An SQL text by Erland
Sommarskog, SQL Server MVP. Most recently updated 2018-06-15.
Copyright applies to this text. See here for font conventions used in this article.
This is a text that I originally wrote when SQL 2008 was still in beta. My plea was not honoured in that time frame – and still have not been. So the article is still here, only slightly brushed up.
In this article I discuss table-valued parameters and particularly the restriction that they have to be read-only. I argue that this makes this feature considerably less useful than it could be, and that in order to build scalable applications, it's essential to be able to pass read-write table parameters between stored procedures. Assuming that the read-only restriction is related to the communication with client API, I suggest that it would be acceptable that stored procedures with table parameters that are read-write cannot be called from client APIs.
The ultimate purpose for this article is to whip up support for an item that I originally filed on Microsoft Connect, these days found on the Uservoice site for SQL Server. I urge you to go to https://feedback.azure.com/forums/908035-sql-server/suggestions/32894995-relax-restriction-that-table-parameters-must-be-re and cast your vote.

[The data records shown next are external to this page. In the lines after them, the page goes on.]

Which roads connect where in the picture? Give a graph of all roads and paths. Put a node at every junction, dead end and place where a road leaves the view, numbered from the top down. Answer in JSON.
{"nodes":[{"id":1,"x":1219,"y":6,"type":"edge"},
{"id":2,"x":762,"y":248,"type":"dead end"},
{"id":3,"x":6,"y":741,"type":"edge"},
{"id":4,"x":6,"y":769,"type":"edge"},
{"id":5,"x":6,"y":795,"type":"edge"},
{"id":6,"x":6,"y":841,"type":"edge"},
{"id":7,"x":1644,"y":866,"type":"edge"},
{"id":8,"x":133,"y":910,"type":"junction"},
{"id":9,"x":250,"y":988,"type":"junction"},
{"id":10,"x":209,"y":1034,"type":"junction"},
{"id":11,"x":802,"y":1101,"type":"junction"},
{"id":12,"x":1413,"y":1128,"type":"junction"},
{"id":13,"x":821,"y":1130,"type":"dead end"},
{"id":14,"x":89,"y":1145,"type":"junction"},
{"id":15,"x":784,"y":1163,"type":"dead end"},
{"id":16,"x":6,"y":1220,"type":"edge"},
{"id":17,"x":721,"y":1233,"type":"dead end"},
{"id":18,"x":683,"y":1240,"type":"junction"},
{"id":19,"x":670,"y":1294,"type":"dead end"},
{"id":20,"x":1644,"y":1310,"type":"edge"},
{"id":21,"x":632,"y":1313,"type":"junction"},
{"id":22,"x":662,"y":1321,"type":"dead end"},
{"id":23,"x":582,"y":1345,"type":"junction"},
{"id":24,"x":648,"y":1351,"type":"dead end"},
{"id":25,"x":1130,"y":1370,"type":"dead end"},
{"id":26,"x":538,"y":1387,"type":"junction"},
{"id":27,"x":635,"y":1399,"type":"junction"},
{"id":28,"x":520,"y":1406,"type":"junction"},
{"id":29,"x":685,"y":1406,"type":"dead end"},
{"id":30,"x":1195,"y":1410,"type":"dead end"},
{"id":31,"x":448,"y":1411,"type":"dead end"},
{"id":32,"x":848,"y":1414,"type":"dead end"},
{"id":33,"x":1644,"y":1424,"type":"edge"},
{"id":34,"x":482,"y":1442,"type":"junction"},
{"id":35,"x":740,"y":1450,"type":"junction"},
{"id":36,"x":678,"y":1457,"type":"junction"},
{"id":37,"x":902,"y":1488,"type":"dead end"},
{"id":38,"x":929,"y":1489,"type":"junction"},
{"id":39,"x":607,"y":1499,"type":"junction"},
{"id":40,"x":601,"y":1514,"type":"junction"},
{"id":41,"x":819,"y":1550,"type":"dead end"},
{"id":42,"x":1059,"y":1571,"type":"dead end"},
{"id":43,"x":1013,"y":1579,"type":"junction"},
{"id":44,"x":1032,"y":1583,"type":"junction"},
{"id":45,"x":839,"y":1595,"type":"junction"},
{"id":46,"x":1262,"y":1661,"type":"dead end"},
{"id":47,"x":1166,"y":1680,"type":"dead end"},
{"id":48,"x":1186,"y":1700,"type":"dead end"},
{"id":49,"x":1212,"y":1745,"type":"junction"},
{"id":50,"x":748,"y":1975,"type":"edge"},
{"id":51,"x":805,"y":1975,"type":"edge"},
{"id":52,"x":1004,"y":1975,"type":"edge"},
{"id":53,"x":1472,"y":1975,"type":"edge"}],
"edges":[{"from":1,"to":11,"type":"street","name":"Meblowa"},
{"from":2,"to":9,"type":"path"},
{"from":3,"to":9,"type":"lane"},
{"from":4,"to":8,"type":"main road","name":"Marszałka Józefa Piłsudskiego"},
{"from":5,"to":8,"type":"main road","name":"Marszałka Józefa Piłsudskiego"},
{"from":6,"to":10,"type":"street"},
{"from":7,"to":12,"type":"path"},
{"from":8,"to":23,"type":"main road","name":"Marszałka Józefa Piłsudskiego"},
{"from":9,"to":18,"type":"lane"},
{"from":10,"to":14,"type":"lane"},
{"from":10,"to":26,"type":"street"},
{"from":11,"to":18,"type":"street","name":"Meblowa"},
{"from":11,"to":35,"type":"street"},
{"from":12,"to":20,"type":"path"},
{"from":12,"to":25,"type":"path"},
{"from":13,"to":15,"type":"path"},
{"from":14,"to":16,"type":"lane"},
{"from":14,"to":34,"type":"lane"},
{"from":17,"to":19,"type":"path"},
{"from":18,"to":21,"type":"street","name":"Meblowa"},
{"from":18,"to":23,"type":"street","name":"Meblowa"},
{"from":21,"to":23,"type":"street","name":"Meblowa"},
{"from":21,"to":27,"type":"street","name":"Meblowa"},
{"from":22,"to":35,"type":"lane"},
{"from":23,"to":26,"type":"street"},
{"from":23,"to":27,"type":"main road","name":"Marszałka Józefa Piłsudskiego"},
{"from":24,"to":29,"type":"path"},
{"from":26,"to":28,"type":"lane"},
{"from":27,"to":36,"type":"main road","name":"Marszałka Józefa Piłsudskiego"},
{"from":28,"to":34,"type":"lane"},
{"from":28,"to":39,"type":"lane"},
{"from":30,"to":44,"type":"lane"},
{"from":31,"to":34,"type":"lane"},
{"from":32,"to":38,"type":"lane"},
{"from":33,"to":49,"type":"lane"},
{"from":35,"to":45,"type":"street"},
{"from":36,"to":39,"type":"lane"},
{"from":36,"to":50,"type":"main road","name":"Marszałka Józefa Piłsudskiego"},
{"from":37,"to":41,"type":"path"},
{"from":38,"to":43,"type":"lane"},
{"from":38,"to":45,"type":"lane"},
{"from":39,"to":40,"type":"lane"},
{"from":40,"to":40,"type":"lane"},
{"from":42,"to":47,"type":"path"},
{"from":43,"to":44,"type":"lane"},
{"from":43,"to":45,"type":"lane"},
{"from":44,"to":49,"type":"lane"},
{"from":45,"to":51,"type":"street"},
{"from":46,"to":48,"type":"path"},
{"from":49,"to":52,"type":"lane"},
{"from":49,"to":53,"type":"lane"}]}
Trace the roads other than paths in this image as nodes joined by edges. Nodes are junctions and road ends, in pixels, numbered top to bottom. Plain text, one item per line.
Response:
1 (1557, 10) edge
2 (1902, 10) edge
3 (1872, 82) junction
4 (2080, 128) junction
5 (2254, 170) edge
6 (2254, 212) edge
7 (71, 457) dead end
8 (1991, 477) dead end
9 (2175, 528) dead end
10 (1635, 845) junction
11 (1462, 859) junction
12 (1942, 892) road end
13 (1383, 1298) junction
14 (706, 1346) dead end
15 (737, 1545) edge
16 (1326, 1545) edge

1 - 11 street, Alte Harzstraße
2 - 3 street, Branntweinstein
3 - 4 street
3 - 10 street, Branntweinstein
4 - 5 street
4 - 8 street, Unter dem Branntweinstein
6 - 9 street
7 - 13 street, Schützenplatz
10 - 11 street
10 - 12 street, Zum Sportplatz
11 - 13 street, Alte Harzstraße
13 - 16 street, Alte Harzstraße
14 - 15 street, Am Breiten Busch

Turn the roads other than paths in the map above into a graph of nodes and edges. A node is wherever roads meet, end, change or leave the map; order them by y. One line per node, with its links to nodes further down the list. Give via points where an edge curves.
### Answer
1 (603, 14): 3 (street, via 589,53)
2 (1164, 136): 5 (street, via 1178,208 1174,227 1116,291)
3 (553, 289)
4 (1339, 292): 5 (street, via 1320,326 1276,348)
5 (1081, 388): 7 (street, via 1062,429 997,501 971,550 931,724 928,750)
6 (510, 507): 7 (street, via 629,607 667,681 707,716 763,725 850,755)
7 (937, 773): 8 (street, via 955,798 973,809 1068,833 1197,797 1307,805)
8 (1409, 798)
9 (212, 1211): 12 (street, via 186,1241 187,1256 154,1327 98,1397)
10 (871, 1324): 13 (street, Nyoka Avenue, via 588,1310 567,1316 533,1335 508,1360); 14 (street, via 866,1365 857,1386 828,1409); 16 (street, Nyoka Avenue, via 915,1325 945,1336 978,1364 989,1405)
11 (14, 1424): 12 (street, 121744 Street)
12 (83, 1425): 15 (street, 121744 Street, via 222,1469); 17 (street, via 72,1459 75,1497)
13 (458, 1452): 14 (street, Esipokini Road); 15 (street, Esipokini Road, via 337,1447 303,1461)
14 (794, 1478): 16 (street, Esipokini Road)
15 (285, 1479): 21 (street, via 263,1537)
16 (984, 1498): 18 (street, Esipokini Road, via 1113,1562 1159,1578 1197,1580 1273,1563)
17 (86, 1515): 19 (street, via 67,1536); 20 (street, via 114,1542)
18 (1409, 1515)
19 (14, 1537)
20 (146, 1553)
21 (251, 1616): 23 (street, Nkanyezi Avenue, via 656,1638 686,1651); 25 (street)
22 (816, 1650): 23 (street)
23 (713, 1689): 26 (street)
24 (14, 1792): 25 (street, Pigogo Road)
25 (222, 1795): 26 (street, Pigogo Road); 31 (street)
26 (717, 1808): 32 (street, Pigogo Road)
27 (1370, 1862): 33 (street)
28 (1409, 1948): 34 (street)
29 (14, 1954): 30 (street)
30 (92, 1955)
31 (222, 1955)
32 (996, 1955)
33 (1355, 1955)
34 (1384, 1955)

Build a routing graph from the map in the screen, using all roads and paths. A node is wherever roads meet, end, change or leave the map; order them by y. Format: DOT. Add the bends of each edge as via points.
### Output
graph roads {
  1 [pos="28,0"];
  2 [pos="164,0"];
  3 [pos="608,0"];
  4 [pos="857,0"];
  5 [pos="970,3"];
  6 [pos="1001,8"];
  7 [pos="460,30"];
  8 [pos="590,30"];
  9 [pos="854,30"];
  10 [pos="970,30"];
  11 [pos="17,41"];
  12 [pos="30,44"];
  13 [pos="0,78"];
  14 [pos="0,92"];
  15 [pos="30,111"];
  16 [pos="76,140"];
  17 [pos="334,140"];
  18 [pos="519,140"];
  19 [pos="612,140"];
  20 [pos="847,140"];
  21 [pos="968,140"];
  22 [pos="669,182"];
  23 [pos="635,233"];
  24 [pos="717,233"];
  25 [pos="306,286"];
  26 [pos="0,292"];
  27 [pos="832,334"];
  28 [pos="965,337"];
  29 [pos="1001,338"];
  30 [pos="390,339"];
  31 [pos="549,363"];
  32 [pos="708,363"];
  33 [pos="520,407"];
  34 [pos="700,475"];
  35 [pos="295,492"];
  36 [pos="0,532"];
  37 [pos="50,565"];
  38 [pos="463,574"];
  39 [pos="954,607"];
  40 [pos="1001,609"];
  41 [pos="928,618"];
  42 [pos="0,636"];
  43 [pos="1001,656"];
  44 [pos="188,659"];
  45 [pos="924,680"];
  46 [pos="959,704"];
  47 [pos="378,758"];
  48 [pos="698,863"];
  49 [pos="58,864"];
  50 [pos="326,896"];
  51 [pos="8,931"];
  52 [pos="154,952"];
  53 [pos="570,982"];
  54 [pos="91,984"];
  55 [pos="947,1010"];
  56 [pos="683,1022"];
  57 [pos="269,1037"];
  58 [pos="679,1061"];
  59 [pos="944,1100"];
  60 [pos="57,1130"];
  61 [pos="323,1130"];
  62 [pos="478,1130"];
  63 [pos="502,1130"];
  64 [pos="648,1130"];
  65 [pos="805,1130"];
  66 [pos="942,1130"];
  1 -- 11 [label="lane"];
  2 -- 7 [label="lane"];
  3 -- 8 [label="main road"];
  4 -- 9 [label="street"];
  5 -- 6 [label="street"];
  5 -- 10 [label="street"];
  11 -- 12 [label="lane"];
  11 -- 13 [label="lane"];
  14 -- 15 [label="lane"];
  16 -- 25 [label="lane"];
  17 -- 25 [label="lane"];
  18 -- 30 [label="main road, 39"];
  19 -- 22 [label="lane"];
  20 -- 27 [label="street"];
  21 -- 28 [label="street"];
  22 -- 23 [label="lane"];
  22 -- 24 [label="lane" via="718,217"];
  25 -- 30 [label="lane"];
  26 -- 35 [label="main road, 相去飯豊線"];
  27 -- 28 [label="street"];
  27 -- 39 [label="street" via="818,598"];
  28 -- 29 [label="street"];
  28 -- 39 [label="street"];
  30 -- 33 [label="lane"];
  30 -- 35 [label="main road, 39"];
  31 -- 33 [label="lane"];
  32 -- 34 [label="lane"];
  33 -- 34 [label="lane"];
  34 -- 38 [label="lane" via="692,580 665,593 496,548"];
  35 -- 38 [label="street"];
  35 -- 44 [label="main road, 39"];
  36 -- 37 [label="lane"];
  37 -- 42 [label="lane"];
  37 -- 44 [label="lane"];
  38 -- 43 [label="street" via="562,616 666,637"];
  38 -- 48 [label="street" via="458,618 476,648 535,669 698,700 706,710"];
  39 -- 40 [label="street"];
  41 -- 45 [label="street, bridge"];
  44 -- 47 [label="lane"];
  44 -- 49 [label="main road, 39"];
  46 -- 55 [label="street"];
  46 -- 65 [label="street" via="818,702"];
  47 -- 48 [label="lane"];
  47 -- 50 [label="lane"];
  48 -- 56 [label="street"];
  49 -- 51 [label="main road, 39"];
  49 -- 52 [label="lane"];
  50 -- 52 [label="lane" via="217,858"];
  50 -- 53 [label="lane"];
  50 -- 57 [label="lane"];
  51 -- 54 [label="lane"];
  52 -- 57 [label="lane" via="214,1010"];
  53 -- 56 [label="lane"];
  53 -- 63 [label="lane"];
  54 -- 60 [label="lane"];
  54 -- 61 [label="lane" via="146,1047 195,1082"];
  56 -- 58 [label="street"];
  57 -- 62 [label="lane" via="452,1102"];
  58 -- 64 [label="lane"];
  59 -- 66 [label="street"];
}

When I first heard that SQL 2008 would have table parameters, I was very excited, because in the system I work with there are several places where we pass data between stored procedures, using some of the techniques discussed in my article How to Share Data Between Stored Procedures. While those methods work, they are not optimal, and all through the years I have felt that table-valued parameters is what we really need.
But when I learnt that the table parameters in SQL 2008 are read-only, I was equally disappointed. In almost all the cases that I share a temp table or use a process-keyed table (techniques discussed in the aforementioned article), I want to pass data back, or at least use the input table as a working area. Essentially, SQL 2008 is not bringing me any closer to a real solution.
Don't get me wrong, table-valued parameters is still a valuable addition to SQL Server even when read-only when you want to pass structured data from the client. In my article Arrays and Lists in SQL Server, I discuss a whole bunch of methods to do this in SQL 2005 and earlier. Table parameters could make history of all of them. But this article is about passing data between stored procedures.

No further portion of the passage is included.